- Nigeria and other African nations plan a continental credit rating agency to counter Western bias in financial assessments of the continent.
- AfDB's Professor Kevin Urama stressed the need for accurate, local data to challenge biased perceptions from major global credit rating agencies.
- Patience Oniha, Nigeria’s DMO Director-General, critiqued the short feedback time and lack of flexibility from Western rating agencies in evaluating African economies.
Nigeria, alongside several African nations, is moving forward with plans to establish a continental credit rating agency aimed at counterbalancing the perceived bias of Western credit rating agencies towards the continent.
The announcement was made on Tuesday, December 17, during the launch of the Debt Management Forum for Africa and the inaugural Policy Dialogue on Making Debt Work for Africa: Policies, Practices and Options, organised by the African Development Bank (AfDB) in Abuja.
Currently, the world’s top three credit rating agencies—S&P Global Ratings, Fitch Ratings, and Moody’s—dominate the global ratings landscape.
However, African leaders argue that these agencies often reflect a bias against the continent, a sentiment expressed by several key figures at the event.
Professor Kevin Urama, Vice President and Chief Economist at AfDB, highlighted that the proposed African credit rating agency would serve as a counterweight to the ratings issued by the Western agencies, which, according to him, often rely on asymmetric information and outdated perceptions.
“There is a bias in the credit ratings of Africa, not necessarily because of malintent, but because of the information imbalance that exists. Rating agencies often don’t have the same quality or quantity of data for Africa as they do for other regions. This leads to a perception-driven evaluation that affects the ratings,” Professor Urama explained.
He went on to note that this bias stems from the methodologies used by the agencies, which consider historical trends and human perception. He cited political upheavals, corruption, and economic instability as recurring patterns that tend to skew investor sentiment towards caution when rating African countries.
“Africa has much work to do to address this information asymmetry,” he added, suggesting that a continental credit rating agency could help challenge these misperceptions by providing an African perspective on the continent’s creditworthiness.
The initiative to establish this new agency is seen as part of a broader push to improve transparency and enhance engagement between Africa and global financial institutions.
Professor Urama suggested that by providing what he referred to as a “counterfactual” to the ratings of Western agencies, the African agency could foster a more balanced and comprehensive understanding of the continent’s economic landscape.
Patience Oniha, the Director-General of Nigeria's Debt Management Office (DMO), also weighed in on the issue, acknowledging the inherent bias in the current global rating system.
She critiqued the limited time allowed for countries to respond to queries during the rating process.
“The feedback mechanism from credit rating agencies is far too short. After they prepare their reports, countries are given very little time—sometimes only 24 hours—to respond. This leaves little room for countries to correct inaccuracies or provide additional context,” Oniha added.

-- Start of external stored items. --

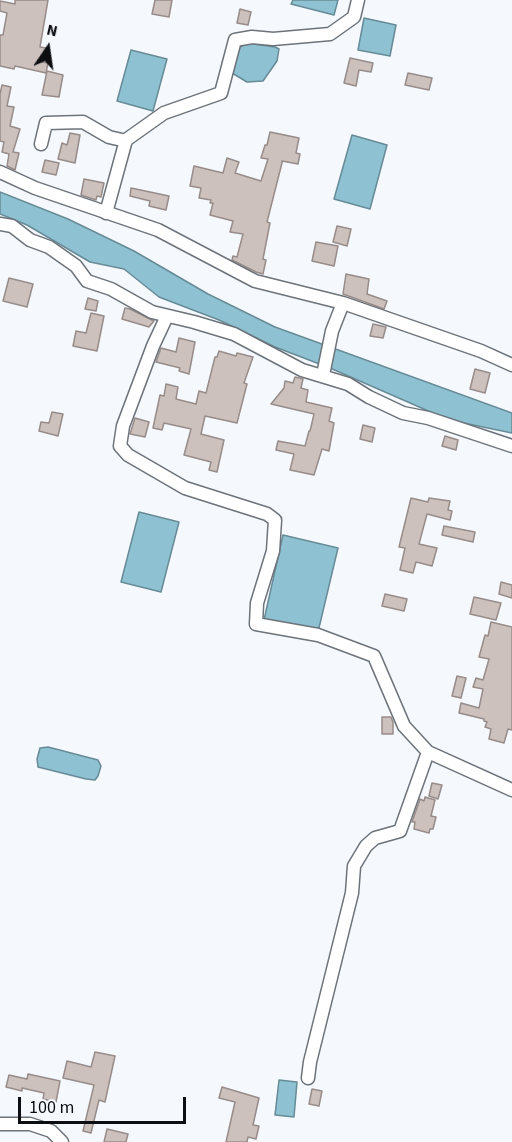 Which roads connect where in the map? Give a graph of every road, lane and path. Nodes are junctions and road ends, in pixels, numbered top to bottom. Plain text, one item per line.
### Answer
1 (358, 0) edge
2 (126, 140) junction
3 (41, 144) dead end
4 (0, 172) edge
5 (106, 213) junction
6 (0, 224) edge
7 (343, 303) junction
8 (167, 316) junction
9 (512, 365) edge
10 (323, 373) junction
11 (512, 446) edge
12 (428, 752) junction
13 (512, 790) edge
14 (308, 1078) dead end
15 (0, 1124) edge
16 (62, 1142) edge

1 - 2 street
2 - 3 street
2 - 5 street
4 - 5 street
5 - 7 street
6 - 8 street
7 - 9 street
7 - 10 street
8 - 10 street
8 - 12 street
10 - 11 street
12 - 13 street
12 - 14 street
15 - 16 street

The DMO chief further emphasised the need for flexibility in how rating agencies handle new information. She pointed to Nigeria’s experience with Moody’s Investors Service last year, when the agency downgraded nine Nigerian banks following a downward review of the country’s sovereign rating, despite Nigeria’s efforts to stabilise its economy.
“We had presented all the work we were doing to stabilise the economy, yet these external agencies lacked a full understanding of the domestic situation,” Oniha stated, underscoring the need for greater communication and understanding between Africa and international credit agencies.
The issue of biased sovereign credit ratings has garnered global attention, with some experts suggesting that the current debt crisis affecting many developing nations is, in part, a result of the way credit ratings influence investor behaviour.
Professor Daniel Cash, Associate Professor of Law at Aston University and Senior Fellow at the United Nations University argued that the subjectivity involved in credit ratings is a key factor in these challenges.
“The credit rating agencies evaluate a sovereign's ability and willingness to repay debt based on both quantitative and qualitative factors, but the discretionary elements of this process often introduce subjectivity.
“This subjectivity can distort the true picture of a country’s financial health and exacerbate debt crises,” Professor Cash explained.
The proposal for an African credit rating agency reflects the continent’s growing desire for greater control over its economic narratives and financial future.
40% of African countries face rising debt crisis – ECA
Meanwhile, TheRadar earlier reported that the United Nations Economic Commission for Africa (ECA) raised alarm over rising debts across Africa, saying that 40 per cent of countries on the continent are either in debt distress or at high risk.
The commission said it was worried that most African nations in the crisis were appropriating more funds to debt interest payments than to critical sectors that could stimulate development.